Dina Lauricella, palermitana, vive a Roma. Ha collaborato con «La Repubblica», «L’Espresso», «Il Fatto Quotidiano» e Radio Capital. Arriva in Rai nel 2003 e dal 2007 firma diversi speciali per Michele Santoro, fra cui: Inferno Atomico, premio della critica Ilaria Alpi; Cosa vostra, dove intervista per la prima volta in tv il figlio di Provenzano e Stato criminale, che trae spunto dal libro di cui è autrice con Rosalba Di Gregorio, Dalla parte sbagliata. La morte di Paolo Borsellino e i depistaggi di Via D’Amelio (Castelvecchi 2014, 2018), premio Marco Nozza per il giornalismo d’inchiesta. Nel 2014 vince il premio nazionale Paolo Borsellino (Targa del Presidente della Repubblica) per il giornalismo. Oggi collabora con Rai3.
“Dare senso”! “Dare senso” come un’urgenza, un bisogno, ineluttabile, da soddisfare! Un libro intorno al quale pensare un appuntamento che non sia solo uno dei tanti… E non potrebbe proprio, in questo caso… Un appuntamento che abbia il senso di trasmissione di memoria, impegno civile, rigore, speranza per un futuro diverso da scrivere. Sono grato, come non capita di sovente, nell’aver avuto la voglia, la curiosità, l’occasione di imbattermi ne “Il codice del disonore: Donne che fanno tremare la ‘Ndrangheta” di Dina Lauricella e nel pensare di portarlo in qualche modo a teatro a Vigevano. Oltre all’importanza incredibile che questo volume ha nella cronaca del nostro paese, credetemi, è scritto da Dio!!! Ti ci tuffi dentro e ti sembra di essere dentro ad un libro a metà tra Garcia Marquez e Philip Roth per quella capacità narrativa che attraversa storie, famiglie, spaccati sociali, per raccontare altro… per raccontare un tempo, una contemporaneità, vizi e drammi privati che diventano inesorabilmente pubblici. Una scrittura meravigliosa! Qui si raccontano storie di donne… donne maltrattate, abusate, dimenticate… donne segregate dai pregiudizi e dai retaggi culturali… e si raccontano donne coraggiose, a cui, probabilmente, tutti noi dobbiamo la speranza di una “possibilità” per un futuro diverso da un presente carico di barbarie e violenza. E siamo davvero onorati di portare questo libro al Teatro Moderno di Vigevano a ridosso del 25 Novembre, Giornata Internazionale per l’eliminazione della violenza contro le donne!
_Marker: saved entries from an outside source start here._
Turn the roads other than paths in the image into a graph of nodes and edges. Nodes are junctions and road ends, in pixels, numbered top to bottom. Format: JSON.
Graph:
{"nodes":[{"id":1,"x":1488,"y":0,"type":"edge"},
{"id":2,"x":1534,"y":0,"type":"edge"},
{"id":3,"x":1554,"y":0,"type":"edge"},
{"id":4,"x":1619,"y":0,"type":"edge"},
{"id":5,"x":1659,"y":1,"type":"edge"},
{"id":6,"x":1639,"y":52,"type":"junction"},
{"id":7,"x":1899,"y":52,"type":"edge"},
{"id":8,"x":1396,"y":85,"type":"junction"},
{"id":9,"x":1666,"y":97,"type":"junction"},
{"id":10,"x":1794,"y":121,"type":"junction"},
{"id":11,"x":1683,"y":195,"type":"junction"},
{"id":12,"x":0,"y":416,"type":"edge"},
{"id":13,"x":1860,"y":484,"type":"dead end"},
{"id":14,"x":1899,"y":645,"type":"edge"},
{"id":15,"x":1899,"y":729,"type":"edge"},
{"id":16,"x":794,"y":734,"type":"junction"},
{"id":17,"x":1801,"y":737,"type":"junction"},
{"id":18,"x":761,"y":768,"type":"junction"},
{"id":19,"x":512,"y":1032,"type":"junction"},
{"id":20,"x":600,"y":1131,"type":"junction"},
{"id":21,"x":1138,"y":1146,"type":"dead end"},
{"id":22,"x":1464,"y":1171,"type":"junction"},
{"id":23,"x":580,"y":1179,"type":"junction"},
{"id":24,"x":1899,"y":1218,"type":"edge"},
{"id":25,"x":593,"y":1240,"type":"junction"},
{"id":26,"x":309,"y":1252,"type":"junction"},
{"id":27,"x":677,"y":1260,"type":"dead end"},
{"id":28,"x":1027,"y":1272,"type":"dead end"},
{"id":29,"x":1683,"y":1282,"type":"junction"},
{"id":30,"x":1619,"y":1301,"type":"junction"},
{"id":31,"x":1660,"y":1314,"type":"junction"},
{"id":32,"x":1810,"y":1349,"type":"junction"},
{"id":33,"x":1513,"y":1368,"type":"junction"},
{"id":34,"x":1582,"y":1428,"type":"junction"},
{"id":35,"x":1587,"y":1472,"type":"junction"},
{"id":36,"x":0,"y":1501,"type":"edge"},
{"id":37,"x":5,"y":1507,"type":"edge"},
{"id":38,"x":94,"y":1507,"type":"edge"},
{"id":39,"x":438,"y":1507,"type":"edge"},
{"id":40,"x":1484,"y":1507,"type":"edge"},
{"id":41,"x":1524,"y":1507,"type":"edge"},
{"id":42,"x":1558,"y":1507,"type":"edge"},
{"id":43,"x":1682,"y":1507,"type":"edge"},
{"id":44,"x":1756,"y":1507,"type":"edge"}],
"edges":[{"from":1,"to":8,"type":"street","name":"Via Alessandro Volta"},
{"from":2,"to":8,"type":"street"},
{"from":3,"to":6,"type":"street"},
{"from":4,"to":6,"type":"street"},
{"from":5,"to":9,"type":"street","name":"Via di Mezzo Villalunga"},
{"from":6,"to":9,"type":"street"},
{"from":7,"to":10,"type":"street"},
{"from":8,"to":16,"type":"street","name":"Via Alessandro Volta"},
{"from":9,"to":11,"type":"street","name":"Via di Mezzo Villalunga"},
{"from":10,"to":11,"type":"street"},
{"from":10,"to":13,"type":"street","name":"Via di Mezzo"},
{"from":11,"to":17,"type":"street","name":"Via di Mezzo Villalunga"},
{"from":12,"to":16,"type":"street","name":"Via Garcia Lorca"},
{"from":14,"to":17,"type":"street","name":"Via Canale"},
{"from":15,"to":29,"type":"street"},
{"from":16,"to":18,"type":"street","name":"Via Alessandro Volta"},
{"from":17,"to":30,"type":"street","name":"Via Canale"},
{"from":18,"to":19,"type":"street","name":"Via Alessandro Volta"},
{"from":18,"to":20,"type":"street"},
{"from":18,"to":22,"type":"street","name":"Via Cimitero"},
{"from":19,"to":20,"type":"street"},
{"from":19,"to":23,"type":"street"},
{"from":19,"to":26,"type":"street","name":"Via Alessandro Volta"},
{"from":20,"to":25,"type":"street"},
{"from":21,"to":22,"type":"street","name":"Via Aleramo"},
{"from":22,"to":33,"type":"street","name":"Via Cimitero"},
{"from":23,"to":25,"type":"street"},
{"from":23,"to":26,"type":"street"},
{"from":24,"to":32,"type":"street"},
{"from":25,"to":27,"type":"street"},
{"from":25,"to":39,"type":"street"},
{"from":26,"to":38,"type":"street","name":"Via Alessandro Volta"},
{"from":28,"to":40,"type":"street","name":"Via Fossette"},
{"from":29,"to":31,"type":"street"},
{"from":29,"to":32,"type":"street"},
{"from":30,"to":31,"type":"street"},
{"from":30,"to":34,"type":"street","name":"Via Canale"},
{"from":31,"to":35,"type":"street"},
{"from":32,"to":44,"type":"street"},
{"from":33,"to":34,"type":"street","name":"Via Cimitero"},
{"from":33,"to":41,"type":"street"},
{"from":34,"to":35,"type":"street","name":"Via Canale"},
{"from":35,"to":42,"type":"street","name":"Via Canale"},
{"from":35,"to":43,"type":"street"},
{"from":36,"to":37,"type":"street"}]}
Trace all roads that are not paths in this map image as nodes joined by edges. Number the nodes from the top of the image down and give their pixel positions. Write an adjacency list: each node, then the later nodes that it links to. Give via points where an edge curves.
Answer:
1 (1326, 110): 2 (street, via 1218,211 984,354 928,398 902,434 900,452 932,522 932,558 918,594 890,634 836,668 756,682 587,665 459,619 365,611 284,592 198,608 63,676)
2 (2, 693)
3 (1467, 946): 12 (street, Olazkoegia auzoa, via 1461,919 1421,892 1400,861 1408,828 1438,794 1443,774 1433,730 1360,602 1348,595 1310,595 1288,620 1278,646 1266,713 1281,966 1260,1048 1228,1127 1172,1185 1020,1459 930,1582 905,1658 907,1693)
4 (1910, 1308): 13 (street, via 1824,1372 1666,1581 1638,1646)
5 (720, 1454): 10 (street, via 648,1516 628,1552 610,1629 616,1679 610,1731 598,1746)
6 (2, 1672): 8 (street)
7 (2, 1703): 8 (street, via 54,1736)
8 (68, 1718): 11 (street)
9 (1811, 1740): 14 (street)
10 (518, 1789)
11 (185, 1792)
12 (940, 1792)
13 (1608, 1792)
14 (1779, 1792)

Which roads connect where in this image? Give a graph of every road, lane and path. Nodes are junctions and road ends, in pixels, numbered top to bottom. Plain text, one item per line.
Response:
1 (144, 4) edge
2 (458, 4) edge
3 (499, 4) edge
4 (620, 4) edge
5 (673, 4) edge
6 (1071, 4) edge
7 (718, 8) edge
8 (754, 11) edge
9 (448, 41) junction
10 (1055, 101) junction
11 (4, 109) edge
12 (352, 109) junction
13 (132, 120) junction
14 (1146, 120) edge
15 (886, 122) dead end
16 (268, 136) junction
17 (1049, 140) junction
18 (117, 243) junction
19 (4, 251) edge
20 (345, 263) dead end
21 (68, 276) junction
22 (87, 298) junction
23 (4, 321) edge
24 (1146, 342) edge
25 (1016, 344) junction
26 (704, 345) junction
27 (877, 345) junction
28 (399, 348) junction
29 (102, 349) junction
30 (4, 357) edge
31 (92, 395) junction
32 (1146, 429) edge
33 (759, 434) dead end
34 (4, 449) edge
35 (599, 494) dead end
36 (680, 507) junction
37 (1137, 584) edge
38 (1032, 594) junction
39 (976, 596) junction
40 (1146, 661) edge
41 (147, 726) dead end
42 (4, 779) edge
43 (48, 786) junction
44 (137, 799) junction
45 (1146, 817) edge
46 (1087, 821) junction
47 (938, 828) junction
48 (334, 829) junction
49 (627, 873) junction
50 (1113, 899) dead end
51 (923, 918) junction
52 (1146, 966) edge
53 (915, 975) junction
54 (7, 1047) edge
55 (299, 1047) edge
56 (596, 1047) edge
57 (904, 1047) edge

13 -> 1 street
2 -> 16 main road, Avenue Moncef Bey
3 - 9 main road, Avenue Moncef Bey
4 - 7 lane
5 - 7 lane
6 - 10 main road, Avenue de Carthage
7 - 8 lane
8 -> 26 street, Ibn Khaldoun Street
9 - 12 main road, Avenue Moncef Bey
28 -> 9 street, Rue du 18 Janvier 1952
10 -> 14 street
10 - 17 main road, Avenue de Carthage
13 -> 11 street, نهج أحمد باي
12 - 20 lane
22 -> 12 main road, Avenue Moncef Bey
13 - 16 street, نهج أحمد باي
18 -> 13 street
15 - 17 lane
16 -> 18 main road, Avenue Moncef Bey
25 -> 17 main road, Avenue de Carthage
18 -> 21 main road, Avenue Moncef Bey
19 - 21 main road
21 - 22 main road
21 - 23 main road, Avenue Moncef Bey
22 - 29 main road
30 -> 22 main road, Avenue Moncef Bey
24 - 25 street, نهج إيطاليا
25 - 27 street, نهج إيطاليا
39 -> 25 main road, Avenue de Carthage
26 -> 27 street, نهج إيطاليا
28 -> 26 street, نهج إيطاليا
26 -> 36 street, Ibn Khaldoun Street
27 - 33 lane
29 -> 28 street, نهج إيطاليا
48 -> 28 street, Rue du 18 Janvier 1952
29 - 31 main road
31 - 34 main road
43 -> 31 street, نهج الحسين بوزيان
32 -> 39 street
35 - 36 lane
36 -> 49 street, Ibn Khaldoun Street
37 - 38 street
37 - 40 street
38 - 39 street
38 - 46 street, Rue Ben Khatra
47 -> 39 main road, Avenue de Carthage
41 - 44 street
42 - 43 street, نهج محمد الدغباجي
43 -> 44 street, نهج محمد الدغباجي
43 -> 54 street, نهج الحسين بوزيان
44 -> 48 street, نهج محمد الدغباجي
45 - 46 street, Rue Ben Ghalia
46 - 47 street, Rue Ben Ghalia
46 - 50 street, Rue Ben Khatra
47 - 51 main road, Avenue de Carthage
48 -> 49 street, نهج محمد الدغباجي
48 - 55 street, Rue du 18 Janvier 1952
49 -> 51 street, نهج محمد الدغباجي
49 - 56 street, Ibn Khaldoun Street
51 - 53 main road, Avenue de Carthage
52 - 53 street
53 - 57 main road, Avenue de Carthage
Leggere “Il codice del disonore” di Dina Lauricella, è come calarsi all’interno della narrazione di una tragedia greca. Gli ingredienti sono gli stessi, il pathos è lo stesso, la fine epica e “aperta”, è la stessa… Amore, Onore, Morte, Destino, Menzogna, Tradimento, Ineluttabilità, Eroismo… questi gli elementi in comune a due mondi che fanno da sfondo alle vicende… due mondi distinti, separati, ciascuno con proprie leggi… due mondi, quello degli uomini e quello degli dei per quanto riguarda la Tragedia… quello della “tradizione” che imprigiona e quello della “libertà” così faticosa da raggiungere, quello della ‘Ndrangheta qui narrata. Due mondi che si scontrano nelle scelte di donne coraggiose che rappresentano l’origine di una “rivoluzione possibile” contro la criminalità, la violenza, la sopraffazione, il giogo del maschilismo. Alla fine del viaggio in questo libro, mi sono rimbalzate alla mente le parole “Il coraggio, uno, se non ce l’ha, mica se lo può dare!”… e in questo caso, forse, l’affermazione manzoniana, mai fu più inadeguata! Il Coraggio non è “innato”, “strutturale”, “scontato”… è frutto di un lungo lavoro culturale sulle generazioni… lavoro che deve poter scardinare falsi valori, una struttura sociale arcaica fondata sulla paura, un potere di vita e di morte affidato ad un “pater familias” che non sa il significato dell’Amore, unico vero è degno collante di ogni relazione affettiva, familiare, sociale! Ed è proprio con il riappropriarsi di questo elemento, l’Amore, che risiede la speranza in un futuro migliore… migliore per tutte le donne protagoniste di queste vicende… migliore per tutti gli uomini carnefici e vittime allo stesso tempo di una cultura di morte… migliore per tutti quei figli deprivati di infanzia, sogni, speranze… e migliore per tutti noi!